Galois representations are surjective for almost all Drinfeld modules

TL;DR

This paper extends Duke's results on the surjectivity of Galois representations from elliptic curves to Drinfeld modules over function fields, showing that for most such modules, the associated Galois representations are surjective.

Contribution

It proves that for a large class of Drinfeld modules over function fields, the T-adic Galois representations are surjective, generalizing known results from elliptic curves.

Findings

Galois representations are surjective for a density 1 set of Drinfeld modules

Utilizes Hilbert irreducibility, Drinfeld's uniformization, and sieve methods

Extends Duke's results to the context of Drinfeld modules

Abstract

This article advances the results of Duke on the average surjectivity of Galois representations for elliptic curves to the context of Drinfeld modules over function fields.

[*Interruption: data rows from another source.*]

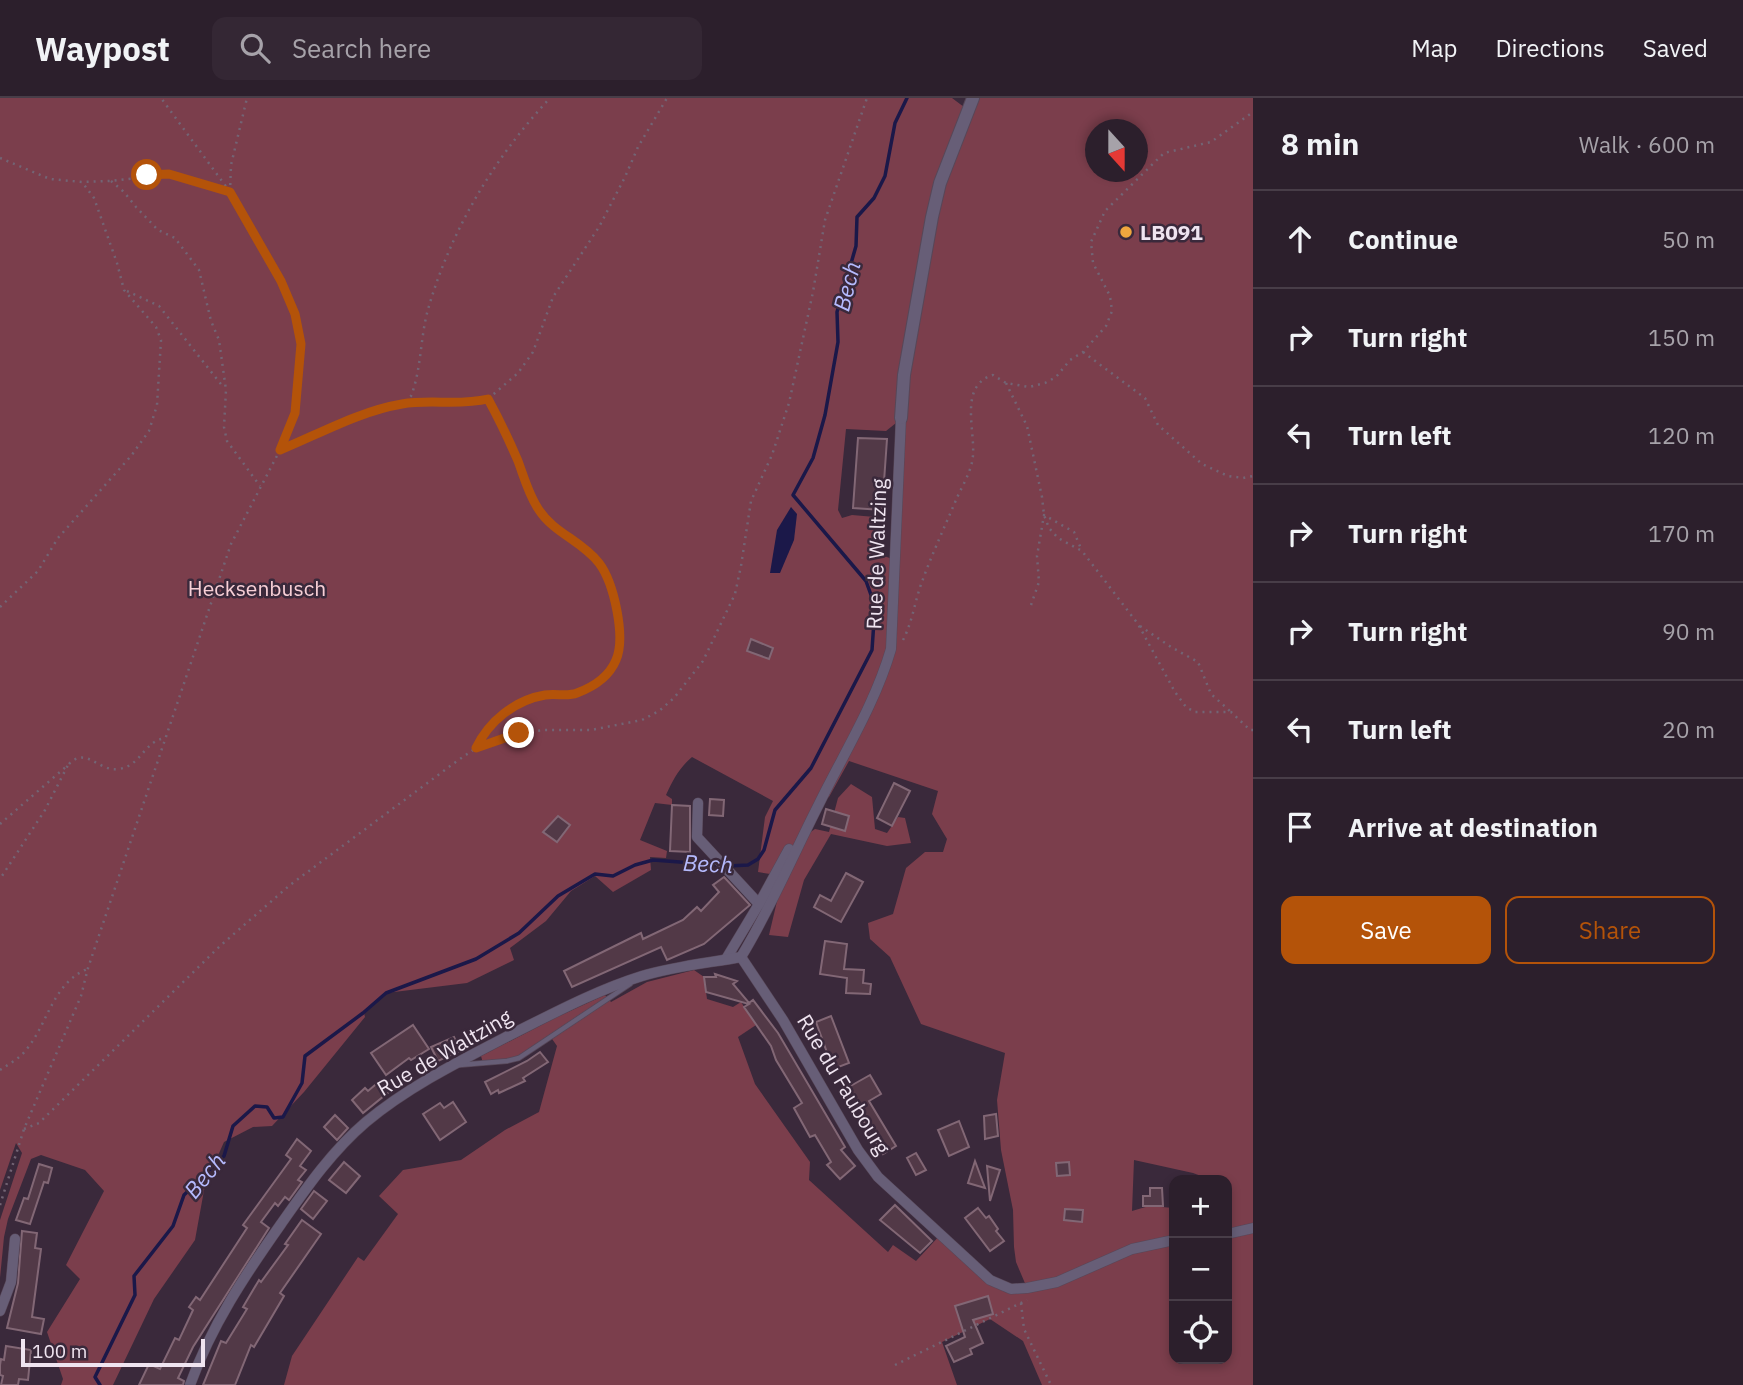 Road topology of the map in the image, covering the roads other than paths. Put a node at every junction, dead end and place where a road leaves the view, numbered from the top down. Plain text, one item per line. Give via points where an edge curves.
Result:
1 (970, 104) edge
2 (901, 418) joint
3 (698, 803) dead end
4 (801, 838) junction
5 (759, 904) junction
6 (741, 957) junction
7 (726, 960) junction
8 (642, 976) junction
9 (451, 1066) junction
10 (1253, 1227) edge
11 (1232, 1233) edge
12 (15, 1239) dead end
13 (1169, 1241) edge
14 (0, 1311) edge
15 (190, 1385) edge

1 - 2 street, Rue de Waltzing via 932,218 904,374
2 - 4 street, Rue de Waltzing via 891,649 881,683
3 - 5 street via 697,837
4 - 5 street via 795,840
4 - 6 street, Rue de Waltzing
5 - 7 street
6 - 7 street, Rue de Waltzing
6 - 13 street, Rue du Faubourg via 878,1177 990,1280 1030,1293 1132,1249
7 - 8 street, Rue de Waltzing
8 - 9 street, Rue de Waltzing via 555,1012
8 - 9 lane via 519,1058
9 - 15 street, Rue de Waltzing via 368,1120 315,1175 242,1279 203,1349
10 - 11 street
12 - 14 street via 10,1282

Let $F$ be the rational function field over a finite field. I establish that for Drinfeld modules of rank $r \geq 2$, the $T$-adic Galois representation: $\widehat{\rho}_{\phi, T}: Gal(F^{sep}/F) \rightarrow GL_r(\mathbb{F}_q[[T]])$ is surjective for a density $1$ set of such modules. The proof utilizes Hilbert irreducibility (over function fields), Drinfeld's uniformization theory and sieve methods.